Proving the Business Case for the Internet of Things

Culinda and ECFirst partner on healthcare cyber security

Steve Rogerson
May 8, 2019

Californian medical IoT security company Culinda is partnering Iowa-based ECFirst, a healthcare cyber-security services firm, to work on AI-based medical security for health systems and hospitals across the USA.
"I am pleased to announce that Culinda has chosen ECFirst as a partner for cyber security for all biomedical devices in hospitals across the USA," said Culinda co-founder and CEO Sreekant Gotti.
With 15 to 20 connected medical devices in a typical hospital room, and an average of 6.2 vulnerabilities on each medical device, the risk to patients and the business is significant.
The global market for medical device technologies is expected to exceed $674bn by 2022. The USA represents around 40% of the global medical device market.
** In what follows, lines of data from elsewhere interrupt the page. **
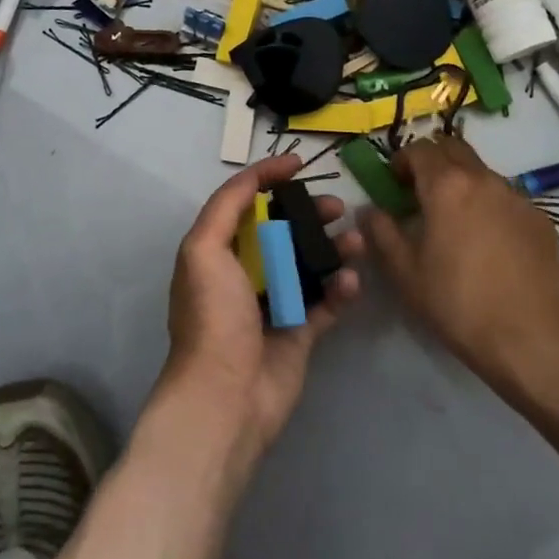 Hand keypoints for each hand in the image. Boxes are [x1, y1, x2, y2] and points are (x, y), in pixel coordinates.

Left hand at [159, 154, 362, 463]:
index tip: (300, 163)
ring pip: (309, 264)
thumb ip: (226, 206)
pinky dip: (342, 290)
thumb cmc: (213, 315)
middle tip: (337, 208)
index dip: (268, 178)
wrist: (226, 396)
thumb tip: (257, 176)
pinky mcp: (300, 333)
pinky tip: (352, 282)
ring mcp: (274, 304)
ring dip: (333, 249)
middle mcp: (244, 274)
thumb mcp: (203, 249)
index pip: (244, 203)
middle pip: (282, 231)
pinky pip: (326, 302)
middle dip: (310, 214)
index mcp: (217, 252)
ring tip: (356, 242)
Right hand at [359, 136, 558, 397]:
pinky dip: (490, 206)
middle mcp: (484, 180)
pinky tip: (489, 243)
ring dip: (463, 182)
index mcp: (447, 186)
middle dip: (434, 161)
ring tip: (456, 221)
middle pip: (454, 148)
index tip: (395, 183)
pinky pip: (508, 199)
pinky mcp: (541, 220)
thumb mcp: (404, 271)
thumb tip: (370, 210)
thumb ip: (382, 231)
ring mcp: (518, 198)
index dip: (402, 161)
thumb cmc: (456, 302)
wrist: (528, 339)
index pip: (420, 149)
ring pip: (483, 173)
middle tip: (422, 192)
The number of IoT devices in a hospital can be more than twice the number of traditional networked devices, such as laptops and smartphones.
Around 60% of medical devices are at the end-of-life stage, with no patches or upgrades available. Biomedical devices in use by hospitals and other healthcare organisations average more than 20 years of use per device, making them prime targets for hackers.
Gartner predicts that by 2020 more than a quarter of cyber attacks in healthcare delivery organisations will involve the IoT.
"With deep expertise delivering HIPAA, Nist and, for the past few years, Hitrust cyber solutions to healthcare organisations across the USA, ECFirst deepens its value to the industry by integrating Culinda's plug-and-play, machine learning based medical IoT security," said Ali Pabrai, ECFirst chief executive. "Culinda's implementation automates the identification, categorisation and prioritisation of all risks and their associated vulnerabilities, thereby providing deeper capability for monitoring and managing cyber risk."
Potential users can request a demo of the Culinda AI-based offering to establish an asset inventory and identify associated vulnerabilities with each asset. Once the assessment is complete, ECFirst and Culinda will collaborate to establish a credible programme to monitor and manage medical IoT devices actively. The assessment can reduce the risk to the business and improve patient safety capabilities.
Culinda secures medical IoT devices in hospitals with an AI platform and security gateway that is fuelled by experts in hospital operations, biomedical device manufacturing and cyber security.
ECFirst delivers specialised compliance and cyber-security services across the USA and globally. An authorised Hitrust assessor, it helps organisations address a multitude of standards such as Nist, ISO 27001, HIPAA and GDPR. Its offerings include managed compliance, cyber assessments and on-demand consulting. The BizShield signature methodology supports a suite of cyber-security certification training programmes including CHP, CSCS and CCSA. The Tracer cyber portal provides a platform for cyber and compliance risk management.